• [What to do]: Pick out each line of the records in which the word "Viničních" appears.

+-------+

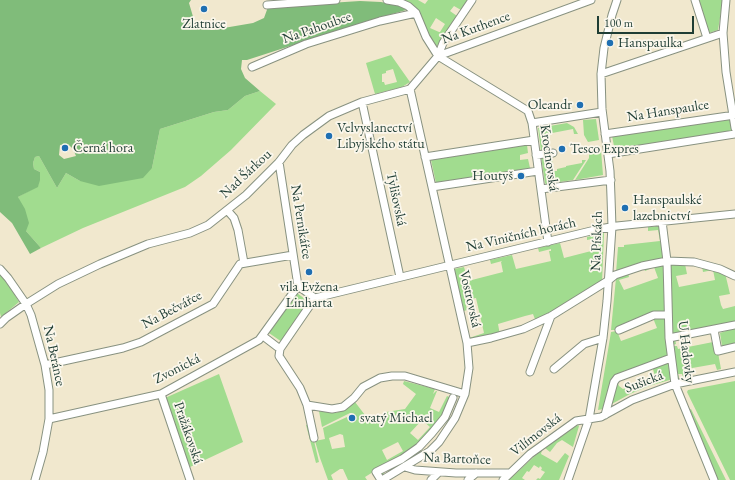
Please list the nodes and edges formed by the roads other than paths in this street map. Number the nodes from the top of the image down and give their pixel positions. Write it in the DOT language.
graph roads {
  1 [pos="336,0"];
  2 [pos="387,0"];
  3 [pos="472,0"];
  4 [pos="590,0"];
  5 [pos="617,0"];
  6 [pos="695,0"];
  7 [pos="726,0"];
  8 [pos="398,1"];
  9 [pos="267,5"];
  10 [pos="416,13"];
  11 [pos="723,32"];
  12 [pos="707,38"];
  13 [pos="438,56"];
  14 [pos="252,67"];
  15 [pos="601,74"];
  16 [pos="410,89"];
  17 [pos="362,102"];
  18 [pos="602,112"];
  19 [pos="734,115"];
  20 [pos="532,123"];
  21 [pos="735,128"];
  22 [pos="605,134"];
  23 [pos="735,134"];
  24 [pos="534,140"];
  25 [pos="553,153"];
  26 [pos="608,154"];
  27 [pos="536,155"];
  28 [pos="425,157"];
  29 [pos="279,162"];
  30 [pos="538,171"];
  31 [pos="611,180"];
  32 [pos="432,187"];
  33 [pos="541,189"];
  34 [pos="227,210"];
  35 [pos="735,214"];
  36 [pos="662,221"];
  37 [pos="612,227"];
  38 [pos="548,242"];
  39 [pos="293,255"];
  40 [pos="667,261"];
  41 [pos="244,263"];
  42 [pos="449,265"];
  43 [pos="0,269"];
  44 [pos="735,276"];
  45 [pos="400,277"];
  46 [pos="609,280"];
  47 [pos="298,286"];
  48 [pos="316,298"];
  49 [pos="26,304"];
  50 [pos="668,315"];
  51 [pos="551,316"];
  52 [pos="0,324"];
  53 [pos="735,325"];
  54 [pos="619,330"];
  55 [pos="714,330"];
  56 [pos="263,336"];
  57 [pos="603,338"];
  58 [pos="669,338"];
  59 [pos="467,343"];
  60 [pos="735,347"];
  61 [pos="280,350"];
  62 [pos="671,358"];
  63 [pos="45,365"];
  64 [pos="554,369"];
  65 [pos="530,372"];
  66 [pos="735,372"];
  67 [pos="675,384"];
  68 [pos="161,394"];
  69 [pos="465,394"];
  70 [pos="453,398"];
  71 [pos="308,405"];
  72 [pos="605,415"];
  73 [pos="49,419"];
  74 [pos="589,419"];
  75 [pos="314,438"];
  76 [pos="405,467"];
  77 [pos="439,472"];
  78 [pos="476,473"];
  79 [pos="510,473"];
  80 [pos="35,480"];
  81 [pos="190,480"];
  82 [pos="381,480"];
  83 [pos="431,480"];
  84 [pos="468,480"];
  85 [pos="503,480"];
  86 [pos="568,480"];
  87 [pos="714,480"];
  1 -- 9 [label="street"];
  2 -- 8 [label="street"];
  3 -- 13 [label="street"];
  4 -- 13 [label="street, Na Kuthence"];
  5 -- 15 [label="street, Na Pískách"];
  6 -- 12 [label="street"];
  7 -- 11 [label="street"];
  8 -- 10 [label="street"];
  10 -- 13 [label="street"];
  10 -- 14 [label="street, Na Pahoubce"];
  11 -- 12 [label="street"];
  11 -- 19 [label="street"];
  12 -- 15 [label="street"];
  13 -- 16 [label="street"];
  13 -- 20 [label="street, Krocínovská"];
  15 -- 18 [label="street, Na Pískách"];
  16 -- 17 [label="street, Nad Šárkou"];
  16 -- 28 [label="street, Vostrovská"];
  17 -- 29 [label="street, Nad Šárkou"];
  17 -- 45 [label="street, Tylišovská"];
  18 -- 20 [label="street"];
  18 -- 22 [label="street, Na Pískách"];
  19 -- 21 [label="street"];
  19 -- 22 [label="street, Na Hanspaulce"];
  20 -- 24 [label="street, Krocínovská"];
  22 -- 26 [label="street, Na Pískách"];
  23 -- 26 [label="street"];
  24 -- 27 [label="street, Krocínovská"];
  24 -- 28 [label="street"];
  25 -- 27 [label="street"];
  26 -- 31 [label="street, Na Pískách"];
  27 -- 30 [label="street, Krocínovská"];
  28 -- 32 [label="street, Vostrovská"];
  29 -- 34 [label="street, Nad Šárkou"];
  29 -- 39 [label="street, Na Pernikářce"];
  30 -- 32 [label="street"];
  30 -- 33 [label="street, Krocínovská"];
  31 -- 33 [label="street"];
  31 -- 37 [label="street, Na Pískách"];
  32 -- 42 [label="street, Vostrovská"];
  33 -- 38 [label="street, Krocínovská"];
  34 -- 41 [label="street"];
  34 -- 49 [label="street, Nad Šárkou"];
  35 -- 36 [label="street, Na Viničních horách"];
  36 -- 37 [label="street, Na Viničních horách"];
  36 -- 40 [label="street, U Hadovky"];
  37 -- 38 [label="street, Na Viničních horách"];
  37 -- 46 [label="street, Na Pískách"];
  38 -- 42 [label="street, Na Viničních horách"];
  39 -- 41 [label="street"];
  39 -- 47 [label="street, Na Pernikářce"];
  40 -- 44 [label="street"];
  40 -- 46 [label="street"];
  40 -- 50 [label="street, U Hadovky"];
  41 -- 63 [label="street, Na Bečvářce"];
  42 -- 45 [label="street, Na Viničních horách"];
  42 -- 59 [label="street, Vostrovská"];
  43 -- 49 [label="street, Na Beránce"];
  45 -- 48 [label="street, Na Viničních horách"];
  46 -- 51 [label="street"];
  46 -- 57 [label="street, Na Pískách"];
  47 -- 48 [label="street"];
  47 -- 56 [label="street"];
  48 -- 61 [label="street"];
  49 -- 52 [label="street, Nad Šárkou"];
  49 -- 63 [label="street, Na Beránce"];
  50 -- 54 [label="street"];
  50 -- 58 [label="street, U Hadovky"];
  51 -- 59 [label="street"];
  51 -- 65 [label="street"];
  53 -- 55 [label="street"];
  55 -- 58 [label="street"];
  55 -- 60 [label="street"];
  56 -- 61 [label="street"];
  56 -- 68 [label="street, Zvonická"];
  57 -- 64 [label="street"];
  57 -- 74 [label="street, Na Pískách"];
  58 -- 62 [label="street, U Hadovky"];
  59 -- 69 [label="street, Vostrovská"];
  61 -- 71 [label="street"];
  62 -- 67 [label="street, U Hadovky"];
  62 -- 72 [label="street"];
  63 -- 73 [label="street, Na Beránce"];
  66 -- 67 [label="street, Sušická"];
  67 -- 72 [label="street, Sušická"];
  67 -- 87 [label="street, U Hadovky"];
  68 -- 73 [label="street, Zvonická"];
  68 -- 81 [label="street, Pražákovská"];
  69 -- 71 [label="street"];
  69 -- 76 [label="street, Vostrovská"];
  70 -- 82 [label="street"];
  71 -- 75 [label="street"];
  72 -- 74 [label="street, Sušická"];
  73 -- 80 [label="street, Na Beránce"];
  74 -- 79 [label="street, Vilímovská"];
  74 -- 86 [label="street, Na Pískách"];
  76 -- 77 [label="street, Na Bartoňce"];
  76 -- 82 [label="street, Vostrovská"];
  77 -- 78 [label="street, Na Bartoňce"];
  77 -- 83 [label="street"];
  78 -- 79 [label="street, Na Bartoňce"];
  78 -- 84 [label="street"];
  79 -- 85 [label="street, Vilímovská"];
}
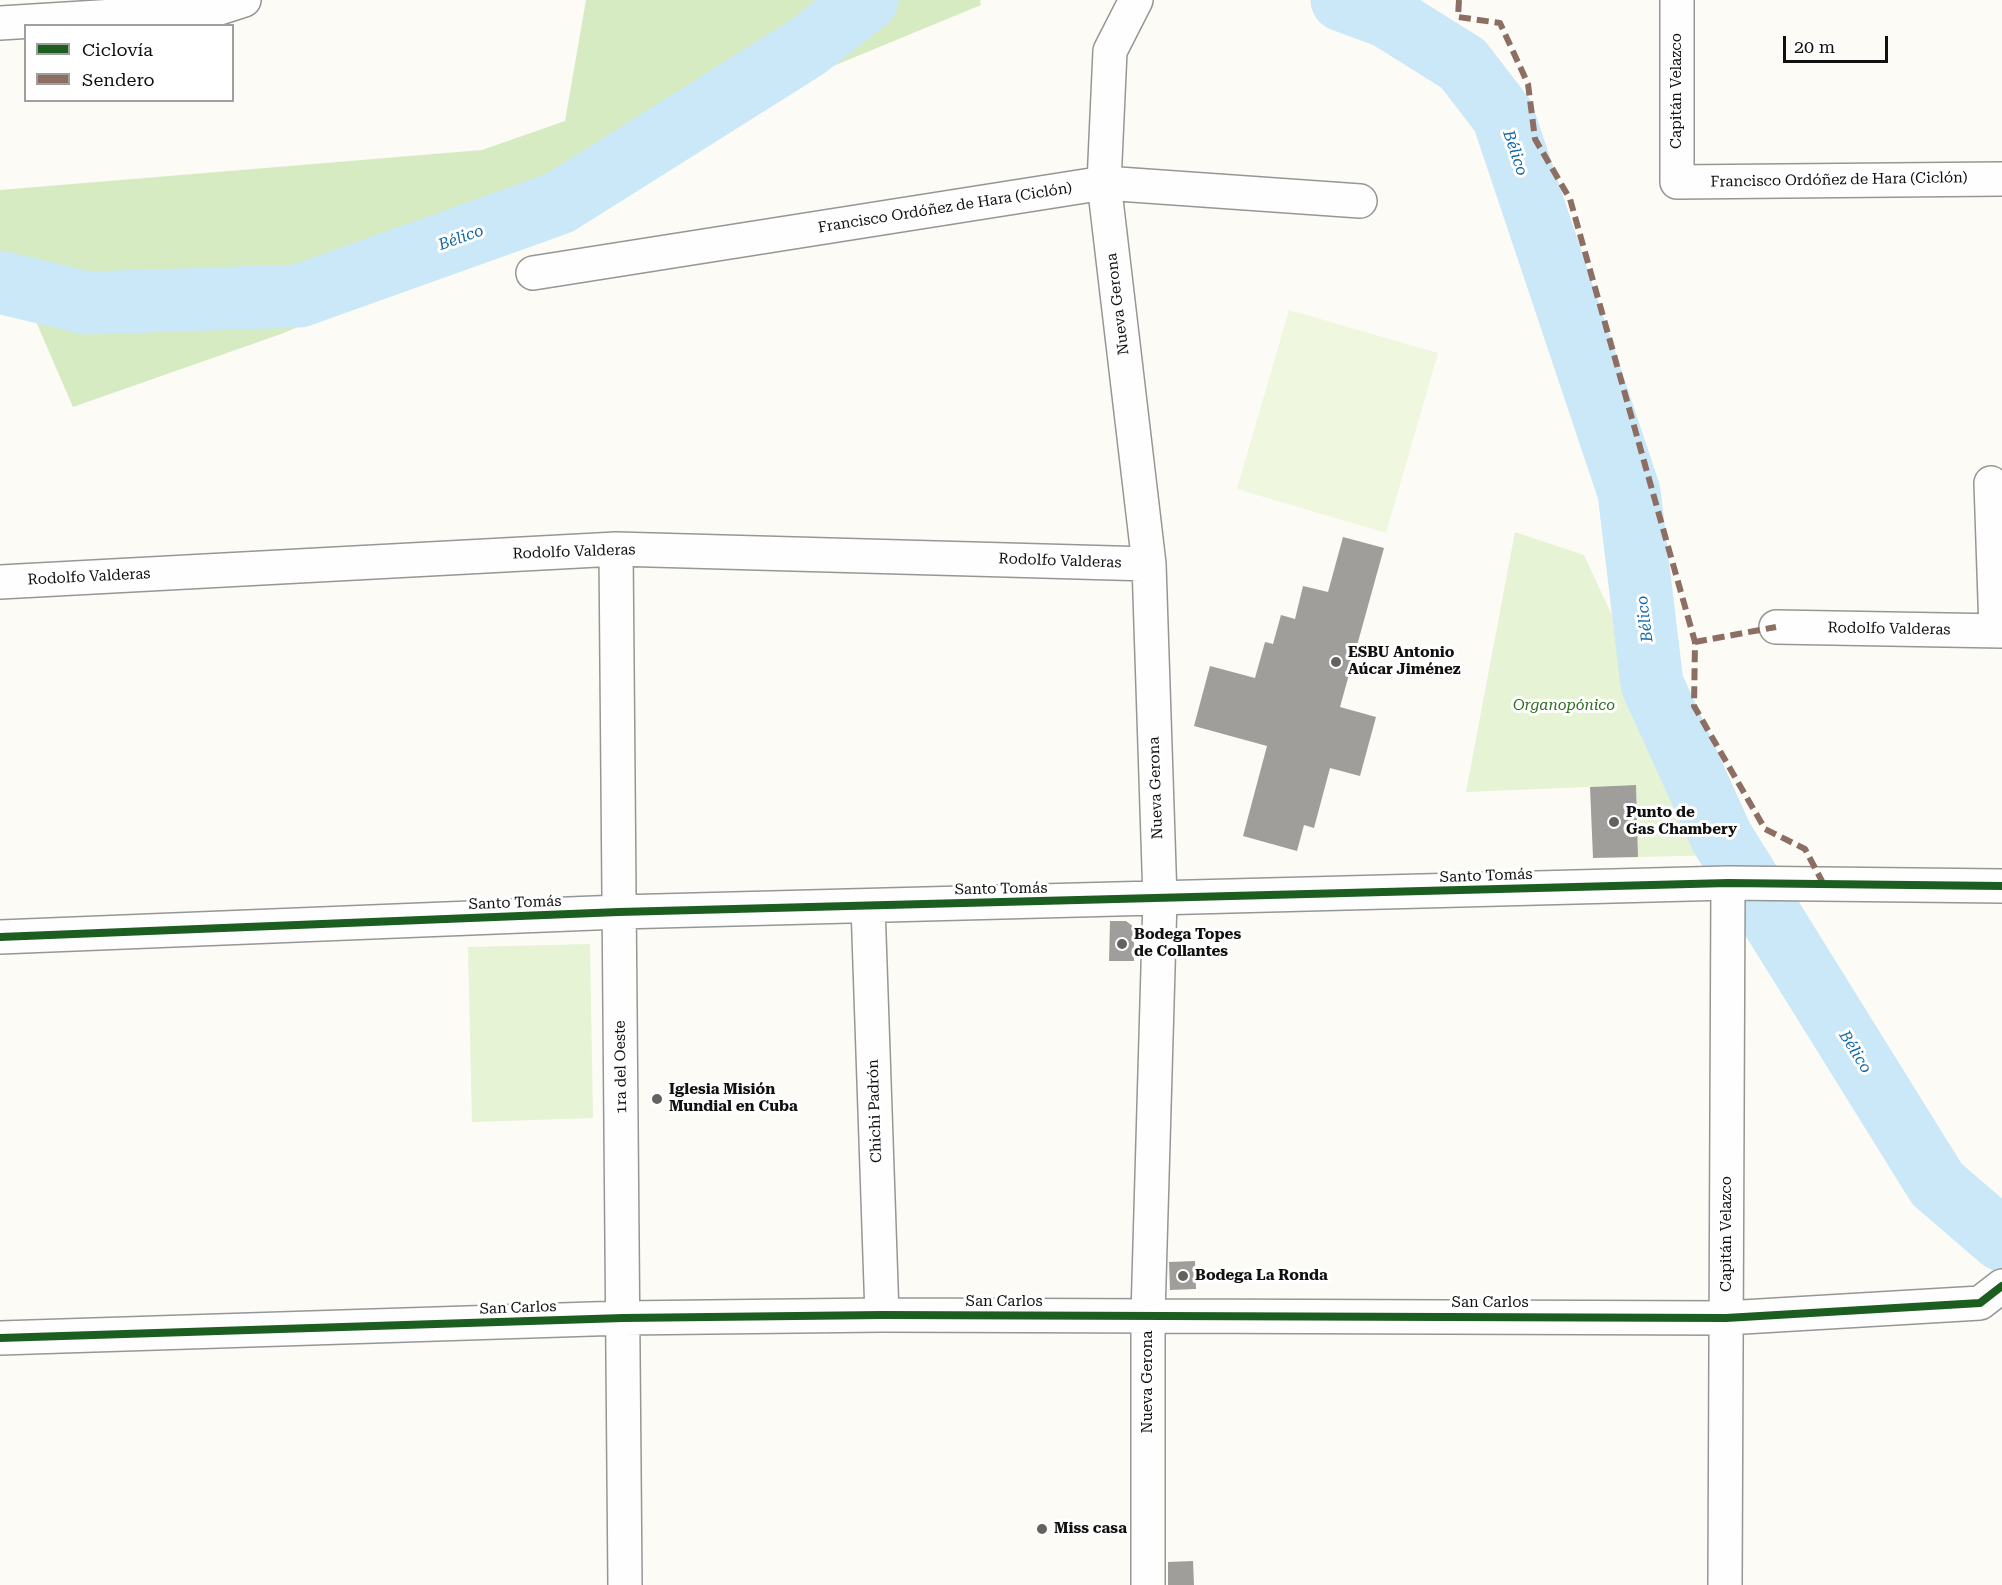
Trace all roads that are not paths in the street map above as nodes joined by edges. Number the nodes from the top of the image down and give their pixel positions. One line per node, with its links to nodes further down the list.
1 (244, 0): 4 (street)
2 (1136, 0): 8 (street, Nueva Gerona)
3 (1677, 0): 7 (street, Capitán Velazco)
4 (102, 8): 5 (street)
5 (0, 23)
6 (2002, 179): 7 (street, Francisco Ordóñez de Hara (Ciclón))
7 (1677, 182)
8 (1104, 183): 9 (street, Francisco Ordóñez de Hara (Ciclón)); 10 (street, Francisco Ordóñez de Hara (Ciclón)); 13 (street, Nueva Gerona)
9 (1360, 201)
10 (533, 273)
11 (1991, 483): 16 (street)
12 (616, 549): 13 (street, Rodolfo Valderas); 14 (street, Rodolfo Valderas); 21 (street, 1ra del Oeste)
13 (1149, 564): 19 (street, Nueva Gerona)
14 (0, 582)
15 (1776, 627): 16 (street, Rodolfo Valderas)
16 (1999, 631)
17 (1728, 883): 18 (street, Santo Tomás); 19 (street, Santo Tomás); 27 (street, Capitán Velazco)
18 (2002, 886)
19 (1160, 899): 20 (street, Santo Tomás); 25 (street, Nueva Gerona)
20 (868, 906): 21 (street, Santo Tomás); 24 (street, Chichi Padrón)
21 (619, 912): 22 (street, Santo Tomás); 26 (street, 1ra del Oeste)
22 (0, 937)
23 (2002, 1286): 27 (street, San Carlos)
24 (882, 1315): 25 (street, San Carlos); 26 (street, San Carlos)
25 (1148, 1315): 27 (street, San Carlos); 30 (street, Nueva Gerona)
26 (623, 1318): 28 (street, San Carlos); 29 (street, 1ra del Oeste)
27 (1726, 1318): 31 (street, Capitán Velazco)
28 (0, 1338)
29 (625, 1585)
30 (1148, 1585)
31 (1725, 1585)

+-------+

• [Expected output]:
  35 -- 36 [label="street, Na Viničních horách"];
  36 -- 37 [label="street, Na Viničních horách"];
  37 -- 38 [label="street, Na Viničních horách"];
  38 -- 42 [label="street, Na Viničních horách"];
  42 -- 45 [label="street, Na Viničních horách"];
  45 -- 48 [label="street, Na Viničních horách"];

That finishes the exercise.